• What to do:
What is needed is the whole of the data, set down exactly.

• Raw data:
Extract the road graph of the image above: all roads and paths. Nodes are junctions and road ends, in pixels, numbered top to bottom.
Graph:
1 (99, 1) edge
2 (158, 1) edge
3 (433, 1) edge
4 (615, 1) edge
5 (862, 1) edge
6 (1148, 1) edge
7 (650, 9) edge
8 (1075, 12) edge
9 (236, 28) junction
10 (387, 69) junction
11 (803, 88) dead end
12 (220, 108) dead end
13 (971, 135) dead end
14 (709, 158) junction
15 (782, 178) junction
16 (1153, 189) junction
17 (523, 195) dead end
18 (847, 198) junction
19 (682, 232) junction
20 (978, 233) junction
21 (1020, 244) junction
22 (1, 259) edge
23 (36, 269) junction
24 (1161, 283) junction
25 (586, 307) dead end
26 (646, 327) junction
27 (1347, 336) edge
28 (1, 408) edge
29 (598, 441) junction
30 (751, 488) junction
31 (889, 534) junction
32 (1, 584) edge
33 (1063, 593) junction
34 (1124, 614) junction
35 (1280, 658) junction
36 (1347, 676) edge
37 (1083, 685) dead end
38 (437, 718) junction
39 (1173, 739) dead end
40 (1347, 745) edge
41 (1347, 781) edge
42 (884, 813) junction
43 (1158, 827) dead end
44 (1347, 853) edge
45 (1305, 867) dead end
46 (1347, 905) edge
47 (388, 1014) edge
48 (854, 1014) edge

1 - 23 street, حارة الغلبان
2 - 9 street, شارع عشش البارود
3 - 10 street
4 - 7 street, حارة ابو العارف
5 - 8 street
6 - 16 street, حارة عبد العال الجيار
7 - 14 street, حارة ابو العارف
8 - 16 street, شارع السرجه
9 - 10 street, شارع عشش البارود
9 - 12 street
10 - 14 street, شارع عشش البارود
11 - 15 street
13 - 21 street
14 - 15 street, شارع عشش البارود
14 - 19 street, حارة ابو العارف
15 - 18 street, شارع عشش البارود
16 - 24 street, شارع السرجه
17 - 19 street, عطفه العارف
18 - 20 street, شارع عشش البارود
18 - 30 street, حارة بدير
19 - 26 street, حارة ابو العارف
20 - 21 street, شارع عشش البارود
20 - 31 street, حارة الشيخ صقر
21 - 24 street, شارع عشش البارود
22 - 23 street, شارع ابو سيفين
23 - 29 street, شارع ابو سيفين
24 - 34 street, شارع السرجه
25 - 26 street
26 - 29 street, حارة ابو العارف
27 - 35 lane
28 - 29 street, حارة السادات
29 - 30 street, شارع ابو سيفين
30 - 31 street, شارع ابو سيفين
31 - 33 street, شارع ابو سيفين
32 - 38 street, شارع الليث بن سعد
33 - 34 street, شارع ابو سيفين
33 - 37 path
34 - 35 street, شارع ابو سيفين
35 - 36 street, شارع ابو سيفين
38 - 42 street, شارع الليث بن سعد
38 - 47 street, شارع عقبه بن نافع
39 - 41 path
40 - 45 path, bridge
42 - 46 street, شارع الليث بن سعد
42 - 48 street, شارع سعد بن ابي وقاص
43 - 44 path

• Answer to this task:
Extract the road graph of the image above: all roads and paths. Nodes are junctions and road ends, in pixels, numbered top to bottom.
Graph:
1 (99, 1) edge
2 (158, 1) edge
3 (433, 1) edge
4 (615, 1) edge
5 (862, 1) edge
6 (1148, 1) edge
7 (650, 9) edge
8 (1075, 12) edge
9 (236, 28) junction
10 (387, 69) junction
11 (803, 88) dead end
12 (220, 108) dead end
13 (971, 135) dead end
14 (709, 158) junction
15 (782, 178) junction
16 (1153, 189) junction
17 (523, 195) dead end
18 (847, 198) junction
19 (682, 232) junction
20 (978, 233) junction
21 (1020, 244) junction
22 (1, 259) edge
23 (36, 269) junction
24 (1161, 283) junction
25 (586, 307) dead end
26 (646, 327) junction
27 (1347, 336) edge
28 (1, 408) edge
29 (598, 441) junction
30 (751, 488) junction
31 (889, 534) junction
32 (1, 584) edge
33 (1063, 593) junction
34 (1124, 614) junction
35 (1280, 658) junction
36 (1347, 676) edge
37 (1083, 685) dead end
38 (437, 718) junction
39 (1173, 739) dead end
40 (1347, 745) edge
41 (1347, 781) edge
42 (884, 813) junction
43 (1158, 827) dead end
44 (1347, 853) edge
45 (1305, 867) dead end
46 (1347, 905) edge
47 (388, 1014) edge
48 (854, 1014) edge

1 - 23 street, حارة الغلبان
2 - 9 street, شارع عشش البارود
3 - 10 street
4 - 7 street, حارة ابو العارف
5 - 8 street
6 - 16 street, حارة عبد العال الجيار
7 - 14 street, حارة ابو العارف
8 - 16 street, شارع السرجه
9 - 10 street, شارع عشش البارود
9 - 12 street
10 - 14 street, شارع عشش البارود
11 - 15 street
13 - 21 street
14 - 15 street, شارع عشش البارود
14 - 19 street, حارة ابو العارف
15 - 18 street, شارع عشش البارود
16 - 24 street, شارع السرجه
17 - 19 street, عطفه العارف
18 - 20 street, شارع عشش البارود
18 - 30 street, حارة بدير
19 - 26 street, حارة ابو العارف
20 - 21 street, شارع عشش البارود
20 - 31 street, حارة الشيخ صقر
21 - 24 street, شارع عشش البارود
22 - 23 street, شارع ابو سيفين
23 - 29 street, شارع ابو سيفين
24 - 34 street, شارع السرجه
25 - 26 street
26 - 29 street, حارة ابو العارف
27 - 35 lane
28 - 29 street, حارة السادات
29 - 30 street, شارع ابو سيفين
30 - 31 street, شارع ابو سيفين
31 - 33 street, شارع ابو سيفين
32 - 38 street, شارع الليث بن سعد
33 - 34 street, شارع ابو سيفين
33 - 37 path
34 - 35 street, شارع ابو سيفين
35 - 36 street, شارع ابو سيفين
38 - 42 street, شارع الليث بن سعد
38 - 47 street, شارع عقبه بن نافع
39 - 41 path
40 - 45 path, bridge
42 - 46 street, شارع الليث بن سعد
42 - 48 street, شارع سعد بن ابي وقاص
43 - 44 path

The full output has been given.